В те времена американская разведка была младенцем, скопированным с британской системы, и дела велись в чересчур колдовском стиле, характерном для англичан, как будто к ядерному сверхоружию можно было относиться так же, как к грызне на Балканах в двадцатые годы. Но постепенно вошел в норму цинизм. Храбрость стала подозрительной. Стало модно оправдывать себя трусостью. Если ты собирался предстать перед опасностью, только чтобы пощекотать нервы, тебя брали на заметку как мазохиста, отягощенного комплексом вины. Считалось, что никто не ищет риска. К мужеству стали относиться с презрением: если ты выполнял какую-либо опасную работу, все ждали, что ты скажешь, что ты делал это ради денег или по убеждениям. Но не потому, что тебе это нравится. Чтобы доказать, что ты нормальный человек, нужно было выставлять себя цыпленком. Они добились успеха в искоренении мужества. Преступление и лихая езда на машине стали практически единственными оставшимися занятиями.

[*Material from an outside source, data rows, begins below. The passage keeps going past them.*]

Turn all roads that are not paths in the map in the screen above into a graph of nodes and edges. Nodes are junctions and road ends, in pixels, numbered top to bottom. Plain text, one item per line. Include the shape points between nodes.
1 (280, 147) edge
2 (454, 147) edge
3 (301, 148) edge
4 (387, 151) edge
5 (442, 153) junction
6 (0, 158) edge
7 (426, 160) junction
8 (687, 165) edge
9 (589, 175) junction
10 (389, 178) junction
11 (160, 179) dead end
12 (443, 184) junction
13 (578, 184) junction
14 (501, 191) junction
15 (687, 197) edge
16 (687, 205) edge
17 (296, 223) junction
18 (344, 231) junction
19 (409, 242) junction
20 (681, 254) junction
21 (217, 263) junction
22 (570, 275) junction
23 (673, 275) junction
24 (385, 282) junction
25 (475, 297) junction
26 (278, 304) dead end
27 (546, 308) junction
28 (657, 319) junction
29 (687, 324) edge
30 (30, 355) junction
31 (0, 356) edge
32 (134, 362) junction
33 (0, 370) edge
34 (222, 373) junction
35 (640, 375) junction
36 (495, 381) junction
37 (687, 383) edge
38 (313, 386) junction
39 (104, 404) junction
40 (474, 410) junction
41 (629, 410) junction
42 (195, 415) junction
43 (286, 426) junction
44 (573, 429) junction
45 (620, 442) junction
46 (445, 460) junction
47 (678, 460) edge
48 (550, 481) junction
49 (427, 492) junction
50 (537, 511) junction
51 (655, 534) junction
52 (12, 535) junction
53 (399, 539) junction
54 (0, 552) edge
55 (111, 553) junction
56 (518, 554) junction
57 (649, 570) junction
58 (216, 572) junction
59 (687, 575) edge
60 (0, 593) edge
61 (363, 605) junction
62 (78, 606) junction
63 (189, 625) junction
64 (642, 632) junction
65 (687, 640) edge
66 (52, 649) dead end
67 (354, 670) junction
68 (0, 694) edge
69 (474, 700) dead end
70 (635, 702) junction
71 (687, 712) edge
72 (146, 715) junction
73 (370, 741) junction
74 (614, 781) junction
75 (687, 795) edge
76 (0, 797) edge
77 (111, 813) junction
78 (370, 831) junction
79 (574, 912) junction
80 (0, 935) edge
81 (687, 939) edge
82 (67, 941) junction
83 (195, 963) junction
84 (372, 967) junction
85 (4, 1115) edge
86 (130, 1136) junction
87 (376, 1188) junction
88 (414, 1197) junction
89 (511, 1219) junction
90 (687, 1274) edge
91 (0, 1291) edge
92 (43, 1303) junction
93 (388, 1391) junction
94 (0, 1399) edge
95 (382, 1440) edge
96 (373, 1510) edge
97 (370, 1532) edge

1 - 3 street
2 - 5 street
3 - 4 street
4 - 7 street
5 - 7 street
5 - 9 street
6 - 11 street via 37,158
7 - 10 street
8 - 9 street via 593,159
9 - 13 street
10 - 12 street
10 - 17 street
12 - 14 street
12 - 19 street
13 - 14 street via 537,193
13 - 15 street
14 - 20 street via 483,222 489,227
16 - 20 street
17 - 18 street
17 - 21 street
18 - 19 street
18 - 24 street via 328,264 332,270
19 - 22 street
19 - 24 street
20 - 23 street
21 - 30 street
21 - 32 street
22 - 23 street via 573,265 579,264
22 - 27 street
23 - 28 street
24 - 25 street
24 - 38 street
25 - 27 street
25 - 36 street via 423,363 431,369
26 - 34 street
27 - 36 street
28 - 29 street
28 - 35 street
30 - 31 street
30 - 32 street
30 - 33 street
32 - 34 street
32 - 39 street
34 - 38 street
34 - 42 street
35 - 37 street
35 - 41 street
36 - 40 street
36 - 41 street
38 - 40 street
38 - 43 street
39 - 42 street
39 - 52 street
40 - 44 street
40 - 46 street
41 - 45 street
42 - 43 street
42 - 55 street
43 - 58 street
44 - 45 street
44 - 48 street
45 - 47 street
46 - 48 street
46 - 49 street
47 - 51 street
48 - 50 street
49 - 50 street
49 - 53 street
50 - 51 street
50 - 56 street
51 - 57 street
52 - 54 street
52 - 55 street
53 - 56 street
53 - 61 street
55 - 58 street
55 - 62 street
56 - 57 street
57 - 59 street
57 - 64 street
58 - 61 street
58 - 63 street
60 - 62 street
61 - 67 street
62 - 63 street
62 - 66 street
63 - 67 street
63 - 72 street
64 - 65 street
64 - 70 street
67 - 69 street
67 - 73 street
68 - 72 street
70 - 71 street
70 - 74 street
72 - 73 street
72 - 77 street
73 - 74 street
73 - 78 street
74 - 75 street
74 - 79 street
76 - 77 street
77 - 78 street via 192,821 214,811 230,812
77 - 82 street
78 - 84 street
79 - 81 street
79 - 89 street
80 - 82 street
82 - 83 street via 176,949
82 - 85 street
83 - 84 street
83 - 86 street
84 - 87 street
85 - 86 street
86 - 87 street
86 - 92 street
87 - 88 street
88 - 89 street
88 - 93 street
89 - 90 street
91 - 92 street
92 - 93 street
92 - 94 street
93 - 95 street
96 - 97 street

У Лайма был прирожденный талант к изучению иностранных языков, и его пятнадцать лет использовали в полевых условиях, главным образом в Северной Африке, но однажды послали на восемнадцать месяцев в Финляндию. Постепенно он начал питать отвращение к работе со своими коллегами — не только с противниками по другую сторону, но и со своими союзниками. Они были извращенцами, играющими в бессмысленные игры, а компьютеры лишили их дело какого-либо азарта. Стоило ли рисковать при этом жизнью?